Liu was elevated in 2012 “for contributions to feature selection in data mining and knowledge discovery.”
New technology being tested this season in three ballparks by Major League Baseball could change the thinking about how the games are played. Miller Park in Milwaukee, Target Field in Minneapolis, and Citi Field in New York are the three stadiums fitted for these measurements.
Developed by IEEE Fellow Claudio Silva, the technology is expected to revolutionize the way people evaluate baseball games by using data to connect all the actions that happen on the field—batting, pitching, fielding, base running—and determine how they work together, as well as pinpoint how an individual player’s game stands out. Silva is a professor of computer science and engineering at New York University’s Polytechnic School of Engineering, in Brooklyn.
The data comes from cameras that track the players and radar that tracks the ball’s route across the field. The cameras are mounted in clusters and simulate human eyes, providing stereoscopic vision to judge depth and movement. Software records the position of each player on the field 30 times a second, while radar tracks the flight path of the ball 20,000 times per second. It all adds up to some 7 terabytes of data per game.

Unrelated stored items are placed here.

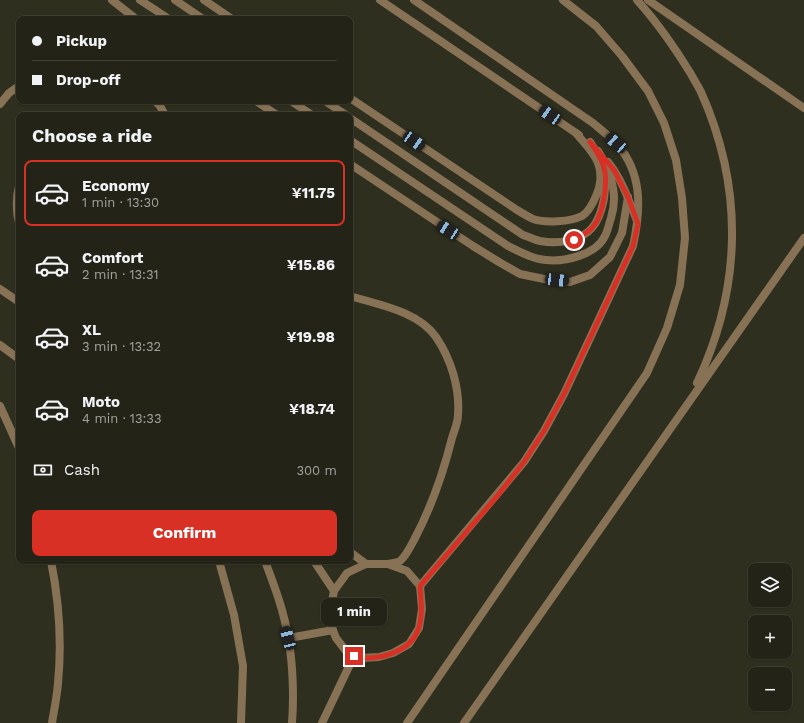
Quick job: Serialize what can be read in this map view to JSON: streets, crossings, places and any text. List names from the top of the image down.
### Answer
{
  "page": {
    "banner": ["Pickup", "Drop-off"],
    "heading": "Choose a ride",
    "list": [
      {
        "name": "Economy",
        "note": "1 min · 13:30",
        "value": "¥11.75"
      },
      {
        "name": "Comfort",
        "note": "2 min · 13:31",
        "value": "¥15.86"
      },
      {
        "name": "XL",
        "note": "3 min · 13:32",
        "value": "¥19.98"
      },
      {
        "name": "Moto",
        "note": "4 min · 13:33",
        "value": "¥18.74"
      }
    ],
    "pay": ["Cash", "300 m"],
    "buttons": "Confirm",
    "map_buttons": ["+", "−"],
    "bubble": "1 min"
  }
}
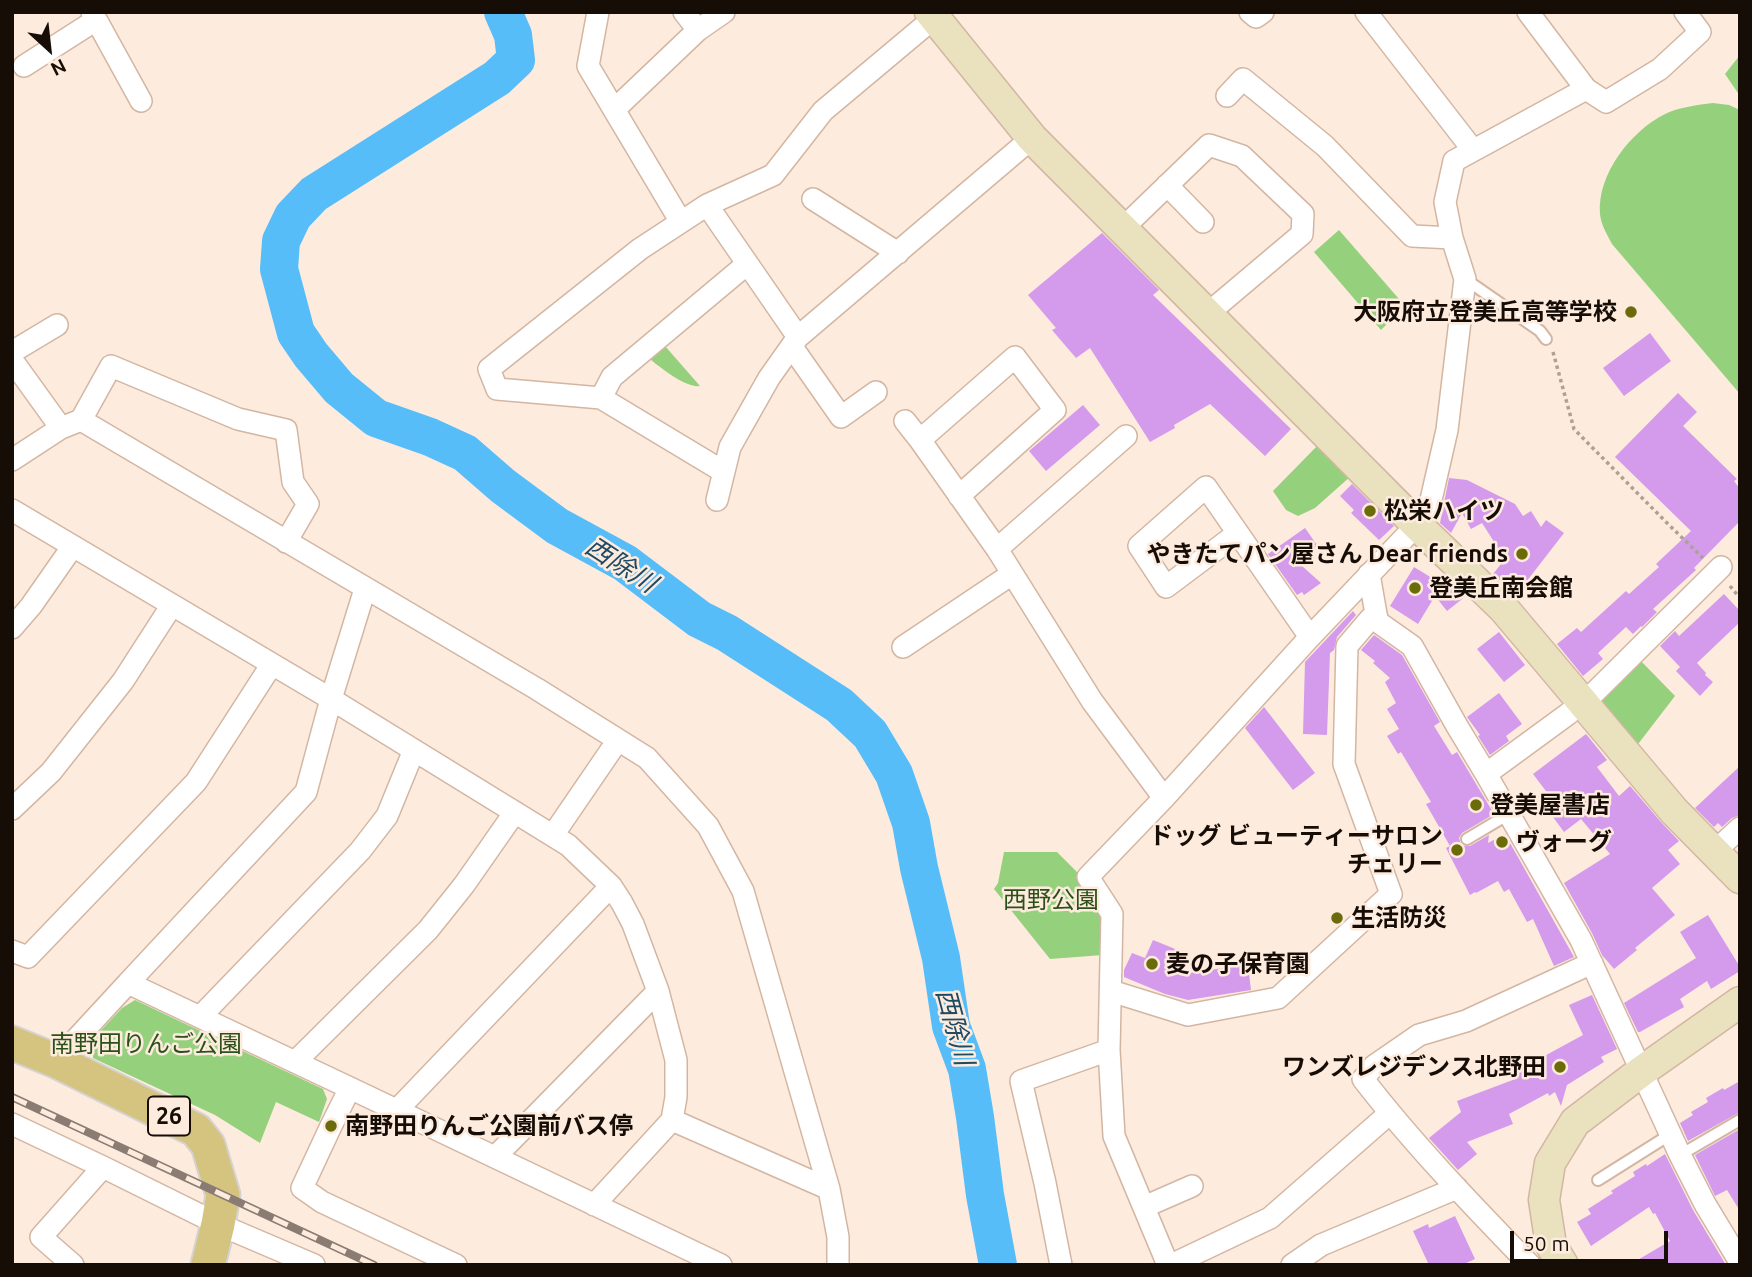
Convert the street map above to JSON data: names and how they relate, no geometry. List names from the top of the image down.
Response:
{
  "streets": {
    "main road": ["26"]
  },
  "water": ["西除川"],
  "parks": ["西野公園", "南野田りんご公園"],
  "places": [
    "大阪府立登美丘高等学校",
    "松栄ハイツ",
    "やきたてパン屋さん Dear friends",
    "登美丘南会館",
    "登美屋書店",
    "ヴォーグ",
    "ドッグ ビューティーサロン チェリー",
    "生活防災",
    "麦の子保育園",
    "ワンズレジデンス北野田",
    "南野田りんご公園前バス停"
  ],
  "scale_bar": "50 m",
  "north": "bottom right"
}
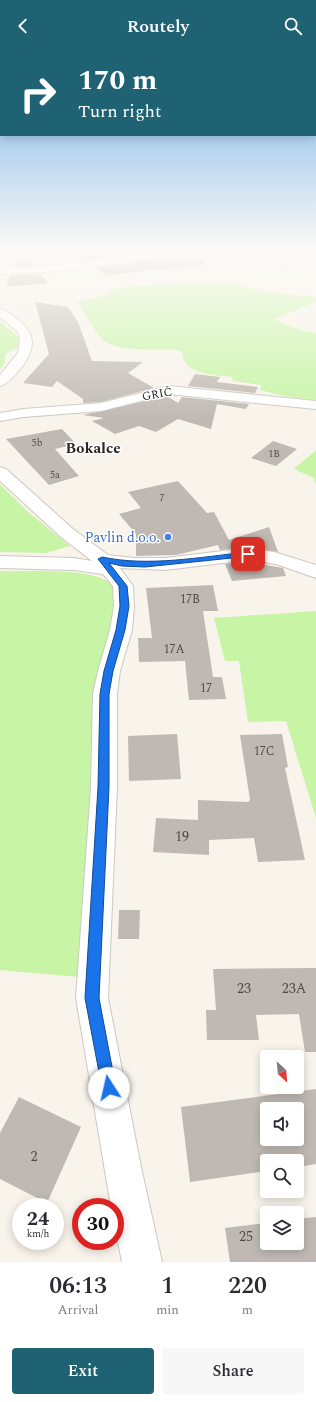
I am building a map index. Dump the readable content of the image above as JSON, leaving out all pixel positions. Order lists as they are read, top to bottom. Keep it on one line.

When a batter hits the ball, the system gauges the ball’s speed, launch angle, distance, and hang time; each fielder’s first step, acceleration, speed, and route to the ball; and each base runner’s speed and route. Silva said anyone who watches baseball, from club owners to player to fan, will be privy to a new baseball world that was completely unexpected.
In a March interview with MLB.com, Silva said the biggest challenge in developing the system was ensuring that the data received reflects actual game play. To accomplish this, he said, he had to design a validation scheme “where we recorded our own video, and designed algorithms that would independently generate some of the metrics to be compared to the data that we were getting out of the system.
“To be one of the first few people to have the luxury of looking at the new data stream was a true privilege,” Silva added. “This data is so rich and there are so many interesting things we can do with it. We’re going to… find layers and layers of features that we never could see before.”
Silva was elevated in 2013 “for contributions to geometric computing and visualization.”